Now, every Chinese militarized rock in the South China Sea is a strategic defeat, and every Chinese bad loan to Africa is a debt trap. It is easy to understand why, politically, the Biden administration is tempted to sell what we ought to do in any case — like dramatic increases in government R&D for basic research — as a way to compete with China, shades of President Eisenhower and the National Interstate and Defense Highways Act of 1956, sold as a Cold War necessity. The risk, though, is that the sales pitch only unleashes the helots who care more about bashing China than building technology.

The reasons for thinking again about China are three.

First and most obvious are the challenges China faces. Depending on how it is calculated, America’s national income per capita is either three and a half times China’s or almost six times. Unlike Japan or western Europe, which are growing older after becoming rich, China is growing older while it is still poor. By 2050 it will have gone from eight workers per retiree to two. It is exhausting profitable places to build infrastructure, and its debt has doubled in the last decade, from 141 percent of GDP in 2008 to over 300 percent in 2019.

Many of the loans it has made as part of its fabled Belt and Road Initiative (BRI) will not be repaid, and while Washington frets over “debt trap diplomacy,” fearing China will strong arm recipients into trading debt for equity, ceding ports for example, China will still take the financial hit. Already, there is a backlash, one familiar to Americans but all the more reasonable for the poorer Chinese: “Why are we spending money abroad when there are so many needs at home?”

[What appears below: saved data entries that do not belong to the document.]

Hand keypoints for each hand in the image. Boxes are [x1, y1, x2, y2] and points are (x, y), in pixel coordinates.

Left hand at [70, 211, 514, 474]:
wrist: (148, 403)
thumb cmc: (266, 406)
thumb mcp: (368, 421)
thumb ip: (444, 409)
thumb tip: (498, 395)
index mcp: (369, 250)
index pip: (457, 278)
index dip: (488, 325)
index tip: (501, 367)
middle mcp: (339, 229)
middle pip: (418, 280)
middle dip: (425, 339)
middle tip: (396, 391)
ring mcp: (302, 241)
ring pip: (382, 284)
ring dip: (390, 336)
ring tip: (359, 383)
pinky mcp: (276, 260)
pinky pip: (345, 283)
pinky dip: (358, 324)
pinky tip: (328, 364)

The second is succession. No one knows how long Xi Jinping will remain in power, but one thing seems tolerably certain: The longer he stays, the messier the transition will be, as grievances accumulate. Xi already has been in power for long enough to seem the permanent face of China. Yet it is worth remembering just how different modern Chinese leaders have been, both in circumstance and approach. Mao, a murderous agrarian populist, was followed by very different leaders, Deng Xiaoping and Jiang Zemin, who were urban reformers.

Hu Jintao, facing the social stresses caused by their reforms, curtailed social and market liberalization. Then, in William Overholt’s words: “Xi Jinping was chosen to deal with the centripetal forces of Hu Jintao’s decade: indecision, stalled reforms, ministers ignoring the prime minister, local governments ignoring the center, the private economy overrunning the state economy, civil society threatening the role of the Party, and military leaders focused on real estate deals.”

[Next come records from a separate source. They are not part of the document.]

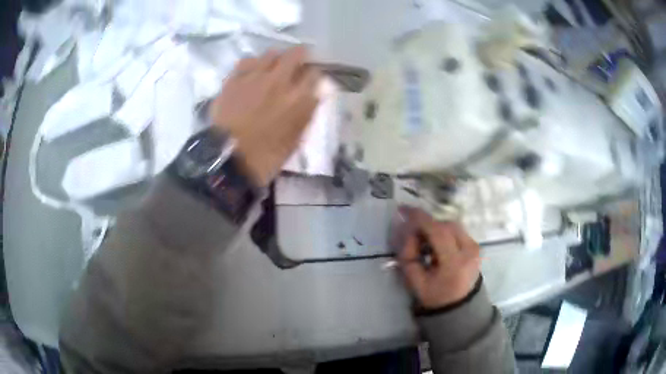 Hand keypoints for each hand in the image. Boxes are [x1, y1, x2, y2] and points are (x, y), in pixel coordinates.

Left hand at [209, 47, 320, 185]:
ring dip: (277, 58)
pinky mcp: (234, 79)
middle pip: (296, 54)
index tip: (311, 78)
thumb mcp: (295, 139)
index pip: (314, 73)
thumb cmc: (266, 156)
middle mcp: (279, 81)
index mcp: (298, 98)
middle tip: (297, 63)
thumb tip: (314, 94)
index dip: (314, 74)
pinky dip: (253, 63)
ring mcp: (254, 77)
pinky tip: (252, 71)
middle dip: (300, 56)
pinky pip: (247, 61)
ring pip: (271, 53)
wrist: (228, 159)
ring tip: (273, 67)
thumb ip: (306, 113)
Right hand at [398, 207, 480, 309]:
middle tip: (413, 234)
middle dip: (428, 225)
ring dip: (437, 228)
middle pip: (446, 225)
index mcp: (455, 263)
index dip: (421, 219)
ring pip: (453, 225)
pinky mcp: (476, 246)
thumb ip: (408, 255)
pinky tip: (437, 245)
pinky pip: (458, 231)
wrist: (460, 307)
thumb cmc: (435, 297)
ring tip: (425, 241)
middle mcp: (469, 251)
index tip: (404, 209)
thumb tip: (407, 231)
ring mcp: (476, 247)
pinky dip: (445, 233)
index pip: (438, 232)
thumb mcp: (415, 281)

However long and messy the transition and whoever the successor, he — alas, we can be confident about the pronoun — will face circumstances that are almost the mirror-image of Xi’s: an aging population and relatively stagnant economy, at least by Chinese standards, a large debt burden, an officialdom that ranges from grumpy at being ignored to angry at being prosecuted for corruption, and neighbors still attracted to China’s economy but chafing under its heavy hand. A new leader with a quite different view of the world would hardly be a surprise.

Finally, if it is important to remember how different Chinese leaders have been, it is equally critical to bear in mind China’s dynamism. China is not just a monolithic Communist party sitting in Beijing hell bent on imposing its authoritarian ideology and state-centric development model around the world. So too, American images of China’s burgeoning middle class tend to run to head-down money making and “parachute” children in Vancouver or Orange County.

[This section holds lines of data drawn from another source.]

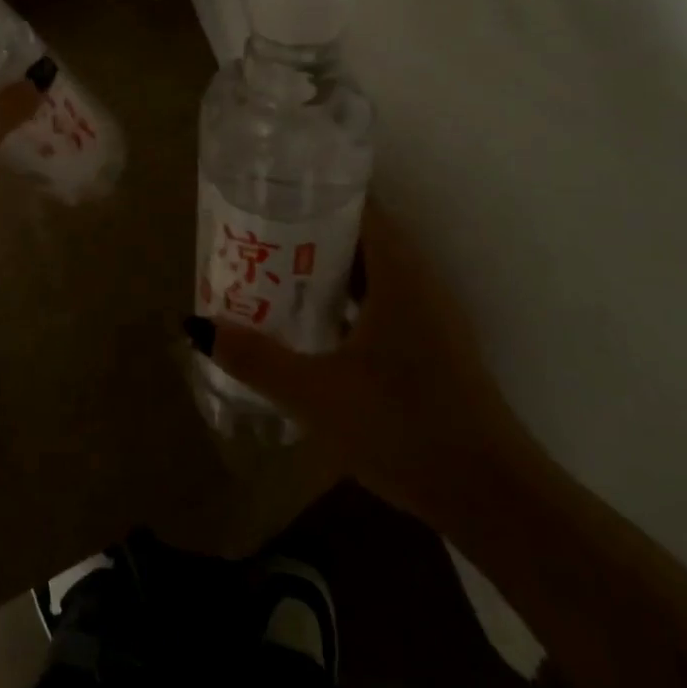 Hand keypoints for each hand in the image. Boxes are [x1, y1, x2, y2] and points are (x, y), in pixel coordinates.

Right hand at [201, 204, 534, 523]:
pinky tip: (312, 319)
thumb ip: (255, 358)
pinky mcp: (432, 343)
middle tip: (254, 230)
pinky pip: (381, 297)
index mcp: (398, 271)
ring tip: (272, 268)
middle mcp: (418, 279)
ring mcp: (430, 312)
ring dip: (325, 264)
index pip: (357, 203)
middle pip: (359, 232)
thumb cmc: (404, 428)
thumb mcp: (316, 394)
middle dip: (306, 228)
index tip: (267, 189)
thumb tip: (194, 325)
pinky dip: (345, 296)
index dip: (313, 190)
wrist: (493, 498)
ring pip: (370, 268)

In “Middle Class Shanghai,” Cheng Li lays out a very different view, one driven by looks at higher education, avant-garde art, architecture, and law. He argues that China’s cosmopolitan culture — both exemplified and led by Shanghai — could provide the basis for a reshaped American engagement with China, one based on the deep cultural and educational exchanges that have bound them together for decades.

A future China that was less Beijing and more Shanghai, Hong Kong and Taipei might be an even more formidable economic competitor. And in the short-run Xi’s race for China’s place in the sun will continue to be seen as a threat by Washington. In responding to that threat, however, it is important to bear in mind that Xi’s China is not China forever, and America’s policy should be driven by what is good for the United States, not what might be bad for China.

Gregory F. Treverton is co-founder and chairman at the global TechnoPolitics Forum. He stepped down as chairman of the National Intelligence Council in January 2017. He is a senior adviser with the Transnational Threats Project at the Center for Strategic and International Studies (CSIS), a professor of the practice of international relations and spatial sciences at Dornsife College, University of Southern California, and executive advisor to SMA Corporation.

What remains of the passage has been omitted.